*** Begin section ***

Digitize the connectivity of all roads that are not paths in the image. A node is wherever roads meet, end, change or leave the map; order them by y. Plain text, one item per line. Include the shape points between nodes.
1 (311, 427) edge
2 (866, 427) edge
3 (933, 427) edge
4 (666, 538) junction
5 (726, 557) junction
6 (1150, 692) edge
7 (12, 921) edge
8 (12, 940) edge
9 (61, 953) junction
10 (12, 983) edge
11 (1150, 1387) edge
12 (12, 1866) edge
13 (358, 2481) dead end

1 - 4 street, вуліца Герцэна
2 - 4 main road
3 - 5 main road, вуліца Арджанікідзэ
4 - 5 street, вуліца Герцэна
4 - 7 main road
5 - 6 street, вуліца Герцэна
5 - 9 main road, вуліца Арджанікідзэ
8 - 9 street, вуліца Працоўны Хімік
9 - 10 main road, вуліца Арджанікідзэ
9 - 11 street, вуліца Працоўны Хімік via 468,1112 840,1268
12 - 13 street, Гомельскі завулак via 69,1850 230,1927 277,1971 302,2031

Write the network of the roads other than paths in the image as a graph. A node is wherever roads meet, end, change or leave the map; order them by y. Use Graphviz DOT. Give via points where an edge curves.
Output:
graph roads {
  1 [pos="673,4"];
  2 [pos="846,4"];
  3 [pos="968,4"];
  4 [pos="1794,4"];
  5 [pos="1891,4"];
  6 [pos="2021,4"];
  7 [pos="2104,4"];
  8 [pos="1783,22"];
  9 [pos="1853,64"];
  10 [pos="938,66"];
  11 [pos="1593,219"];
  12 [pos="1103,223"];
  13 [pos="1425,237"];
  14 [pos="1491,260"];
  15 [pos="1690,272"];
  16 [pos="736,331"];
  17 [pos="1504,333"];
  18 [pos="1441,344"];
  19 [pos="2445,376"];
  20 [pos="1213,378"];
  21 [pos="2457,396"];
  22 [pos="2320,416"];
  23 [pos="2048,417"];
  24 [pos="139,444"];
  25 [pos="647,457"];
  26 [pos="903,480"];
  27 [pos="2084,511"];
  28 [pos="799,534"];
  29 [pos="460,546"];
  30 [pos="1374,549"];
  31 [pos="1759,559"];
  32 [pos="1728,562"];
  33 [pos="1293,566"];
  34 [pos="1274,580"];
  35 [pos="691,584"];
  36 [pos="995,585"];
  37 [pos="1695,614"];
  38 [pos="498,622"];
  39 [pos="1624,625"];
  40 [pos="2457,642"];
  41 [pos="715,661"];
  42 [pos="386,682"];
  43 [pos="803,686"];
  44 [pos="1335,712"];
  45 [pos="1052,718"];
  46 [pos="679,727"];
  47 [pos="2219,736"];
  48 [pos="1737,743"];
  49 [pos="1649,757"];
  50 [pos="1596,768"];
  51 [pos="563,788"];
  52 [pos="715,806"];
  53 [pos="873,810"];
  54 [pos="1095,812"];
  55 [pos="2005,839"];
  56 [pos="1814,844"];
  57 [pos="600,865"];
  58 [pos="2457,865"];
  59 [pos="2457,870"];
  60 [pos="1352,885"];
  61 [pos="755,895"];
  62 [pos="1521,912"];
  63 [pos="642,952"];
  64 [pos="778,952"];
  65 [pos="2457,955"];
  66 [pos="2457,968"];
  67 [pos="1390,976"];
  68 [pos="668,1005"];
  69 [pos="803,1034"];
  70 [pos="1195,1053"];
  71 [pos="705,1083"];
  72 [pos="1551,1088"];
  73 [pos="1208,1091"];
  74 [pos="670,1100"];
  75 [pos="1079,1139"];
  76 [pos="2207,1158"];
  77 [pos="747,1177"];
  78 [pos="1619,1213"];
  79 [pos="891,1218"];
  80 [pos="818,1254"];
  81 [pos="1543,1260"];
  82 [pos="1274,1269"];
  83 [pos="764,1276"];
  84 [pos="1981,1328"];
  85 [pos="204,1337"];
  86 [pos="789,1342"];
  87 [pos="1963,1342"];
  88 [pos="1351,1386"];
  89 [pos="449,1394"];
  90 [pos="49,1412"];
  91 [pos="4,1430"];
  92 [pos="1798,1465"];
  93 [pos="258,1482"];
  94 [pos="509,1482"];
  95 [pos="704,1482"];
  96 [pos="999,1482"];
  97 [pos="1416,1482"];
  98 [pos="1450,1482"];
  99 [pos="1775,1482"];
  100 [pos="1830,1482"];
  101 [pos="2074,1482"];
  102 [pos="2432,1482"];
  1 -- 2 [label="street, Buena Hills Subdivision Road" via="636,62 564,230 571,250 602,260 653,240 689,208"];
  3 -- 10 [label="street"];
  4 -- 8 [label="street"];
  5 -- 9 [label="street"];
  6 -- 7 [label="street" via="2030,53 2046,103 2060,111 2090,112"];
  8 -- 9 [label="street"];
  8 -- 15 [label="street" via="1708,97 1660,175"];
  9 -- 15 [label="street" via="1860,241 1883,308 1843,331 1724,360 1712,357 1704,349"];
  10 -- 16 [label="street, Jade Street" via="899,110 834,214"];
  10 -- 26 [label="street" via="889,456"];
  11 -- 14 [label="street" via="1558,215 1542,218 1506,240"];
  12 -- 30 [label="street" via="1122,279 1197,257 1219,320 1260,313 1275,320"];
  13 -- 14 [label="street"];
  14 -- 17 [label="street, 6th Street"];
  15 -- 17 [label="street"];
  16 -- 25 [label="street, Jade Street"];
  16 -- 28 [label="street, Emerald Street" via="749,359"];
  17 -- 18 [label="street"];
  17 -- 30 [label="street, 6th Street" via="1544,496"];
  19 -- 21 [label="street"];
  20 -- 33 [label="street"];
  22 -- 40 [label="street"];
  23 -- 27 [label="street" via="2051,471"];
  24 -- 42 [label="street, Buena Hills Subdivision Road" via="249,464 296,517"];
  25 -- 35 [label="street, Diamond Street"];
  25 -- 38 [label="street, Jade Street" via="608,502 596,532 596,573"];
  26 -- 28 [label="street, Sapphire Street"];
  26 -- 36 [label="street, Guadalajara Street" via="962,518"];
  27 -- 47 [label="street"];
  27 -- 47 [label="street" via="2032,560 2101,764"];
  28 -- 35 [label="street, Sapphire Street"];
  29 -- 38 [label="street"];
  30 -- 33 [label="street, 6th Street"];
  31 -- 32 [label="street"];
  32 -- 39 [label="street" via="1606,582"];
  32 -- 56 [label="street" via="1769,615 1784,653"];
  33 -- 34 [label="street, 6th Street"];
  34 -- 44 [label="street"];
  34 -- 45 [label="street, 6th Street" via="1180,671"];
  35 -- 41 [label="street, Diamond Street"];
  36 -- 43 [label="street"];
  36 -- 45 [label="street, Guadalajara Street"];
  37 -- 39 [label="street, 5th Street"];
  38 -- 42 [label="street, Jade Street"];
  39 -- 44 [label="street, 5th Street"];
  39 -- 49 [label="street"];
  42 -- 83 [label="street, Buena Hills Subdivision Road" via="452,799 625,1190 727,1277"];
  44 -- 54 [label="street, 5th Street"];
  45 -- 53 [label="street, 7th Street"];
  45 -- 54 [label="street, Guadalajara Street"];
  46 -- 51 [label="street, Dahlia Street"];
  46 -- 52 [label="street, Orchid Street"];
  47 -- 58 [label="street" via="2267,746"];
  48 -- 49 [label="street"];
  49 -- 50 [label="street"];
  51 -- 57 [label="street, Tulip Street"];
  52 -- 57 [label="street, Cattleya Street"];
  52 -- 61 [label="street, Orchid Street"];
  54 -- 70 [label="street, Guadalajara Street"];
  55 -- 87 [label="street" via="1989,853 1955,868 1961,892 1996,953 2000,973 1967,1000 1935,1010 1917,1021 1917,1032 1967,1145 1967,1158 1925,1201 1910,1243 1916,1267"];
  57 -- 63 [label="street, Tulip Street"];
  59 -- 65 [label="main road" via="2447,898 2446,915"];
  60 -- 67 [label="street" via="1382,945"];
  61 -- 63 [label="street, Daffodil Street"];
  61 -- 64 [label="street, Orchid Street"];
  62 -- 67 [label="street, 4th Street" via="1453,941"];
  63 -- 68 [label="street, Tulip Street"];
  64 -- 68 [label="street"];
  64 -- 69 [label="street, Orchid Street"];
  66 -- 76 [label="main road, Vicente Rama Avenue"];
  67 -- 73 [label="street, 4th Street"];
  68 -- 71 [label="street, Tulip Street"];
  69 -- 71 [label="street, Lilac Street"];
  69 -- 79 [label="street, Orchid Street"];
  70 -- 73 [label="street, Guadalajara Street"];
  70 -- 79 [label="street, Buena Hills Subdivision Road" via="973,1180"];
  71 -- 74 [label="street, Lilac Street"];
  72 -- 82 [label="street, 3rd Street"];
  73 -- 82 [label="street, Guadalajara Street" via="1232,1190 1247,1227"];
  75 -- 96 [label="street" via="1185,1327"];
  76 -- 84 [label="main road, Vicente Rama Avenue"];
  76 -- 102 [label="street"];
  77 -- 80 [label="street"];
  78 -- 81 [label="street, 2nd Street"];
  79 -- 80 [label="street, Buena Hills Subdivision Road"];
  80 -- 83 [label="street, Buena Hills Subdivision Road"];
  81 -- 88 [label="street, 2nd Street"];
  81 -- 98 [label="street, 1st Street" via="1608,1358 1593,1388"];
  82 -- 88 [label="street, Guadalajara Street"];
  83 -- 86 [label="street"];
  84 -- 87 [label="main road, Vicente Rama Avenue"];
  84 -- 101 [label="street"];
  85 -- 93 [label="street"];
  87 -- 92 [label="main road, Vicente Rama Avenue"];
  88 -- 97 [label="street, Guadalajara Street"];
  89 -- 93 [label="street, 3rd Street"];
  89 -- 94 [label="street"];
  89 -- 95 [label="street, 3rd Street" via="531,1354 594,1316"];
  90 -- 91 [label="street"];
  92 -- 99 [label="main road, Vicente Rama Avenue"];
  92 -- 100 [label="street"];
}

*** End section ***

- **YOUR OBJECTIVE**: Your answer should consist of all lines above that include the string "Sapphire".

- **WRITTEN ANSWER**:
  26 -- 28 [label="street, Sapphire Street"];
  28 -- 35 [label="street, Sapphire Street"];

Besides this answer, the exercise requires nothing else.